Comprehensive kinetic modeling and shock tube study of acetone pyrolysis and oxidation

Acetone (CH₃COCH₃) is a key intermediate and a representative oxygenated volatile organic compound (OVOC) relevant to biofuels, atmospheric chemistry, and advanced propulsion systems. In the current study, shock tube pyrolysis experiments for acetone/Ar mixtures were performed over the temperature range of 1300–1952 K at atmospheric pressure, utilizing laser absorption diagnostics at 4854 nm and 3175 nm to monitor the temporal evolution of carbon monoxide (CO) and methane (CH₄), respectively.
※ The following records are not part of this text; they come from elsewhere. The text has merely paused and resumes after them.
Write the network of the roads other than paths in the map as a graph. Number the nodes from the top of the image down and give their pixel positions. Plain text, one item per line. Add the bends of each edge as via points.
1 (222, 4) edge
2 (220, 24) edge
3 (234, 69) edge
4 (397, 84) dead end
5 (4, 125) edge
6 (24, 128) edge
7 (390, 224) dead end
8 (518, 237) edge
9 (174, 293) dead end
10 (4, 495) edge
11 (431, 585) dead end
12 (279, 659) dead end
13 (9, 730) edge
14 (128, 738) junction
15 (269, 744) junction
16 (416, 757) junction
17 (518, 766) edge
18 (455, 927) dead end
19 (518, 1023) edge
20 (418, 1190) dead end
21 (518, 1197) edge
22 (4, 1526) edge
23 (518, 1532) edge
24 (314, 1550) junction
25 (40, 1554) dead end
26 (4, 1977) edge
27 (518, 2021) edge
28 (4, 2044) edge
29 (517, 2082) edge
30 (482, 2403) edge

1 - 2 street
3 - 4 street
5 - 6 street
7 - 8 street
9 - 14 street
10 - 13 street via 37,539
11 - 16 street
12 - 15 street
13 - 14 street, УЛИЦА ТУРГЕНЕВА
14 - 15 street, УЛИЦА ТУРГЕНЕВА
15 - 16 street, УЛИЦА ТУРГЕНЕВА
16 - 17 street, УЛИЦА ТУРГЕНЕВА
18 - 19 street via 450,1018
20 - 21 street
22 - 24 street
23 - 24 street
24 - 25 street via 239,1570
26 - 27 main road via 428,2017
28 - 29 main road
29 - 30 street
In addition, ignition delay time (IDT) measurements were conducted in a shock tube for CH₃COCH₃/Ar/O₂ mixtures at three equivalence ratios (φ = 0.5, 1.0, and 2.0) over the temperature range of 1274–1601 K and 1.0 atm. The CO time-history data provided direct constraints on the unimolecular decomposition reaction R1 (CH₃COCH₃ (+M)=>CH₃CO + CH₃ (+M)), yielding a rate constant of k_R1 (1304–1952 K, 1.0 atm) = 9.0 × 10¹³ exp (−66,500 cal/mol/RT) s⁻¹, with an uncertainty of +28.7 %/−28.2 %. Additionally, CH₄ time-histories and IDTs measurements combined with sensitivity analysis were employed to refine the H-abstraction reactions R2 (CH₃COCH₃ + CH₃<=>CH₃COCH₂ + CH₄) and R3 (CH₃COCH₃ + H<=>CH₃COCH₂ + H₂), respectively. A detailed kinetic model of acetone consisting of 41 species and 284 reactions was developed based on the FFCM-1 framework and optimized skeletal sub-model of acetone with updated rate constants of R1, R2 and R3. Validation against a wide range of literature data, including IDTs, laminar flame speeds and speciation data from literature, demonstrates the robustness and accuracy of the optimized kinetic model. This work highlights the critical role of laser-based diagnostics in resolving key elementary reactions and illustrates the advantages of compact, well-calibrated kinetic models for high-temperature acetone combustion research.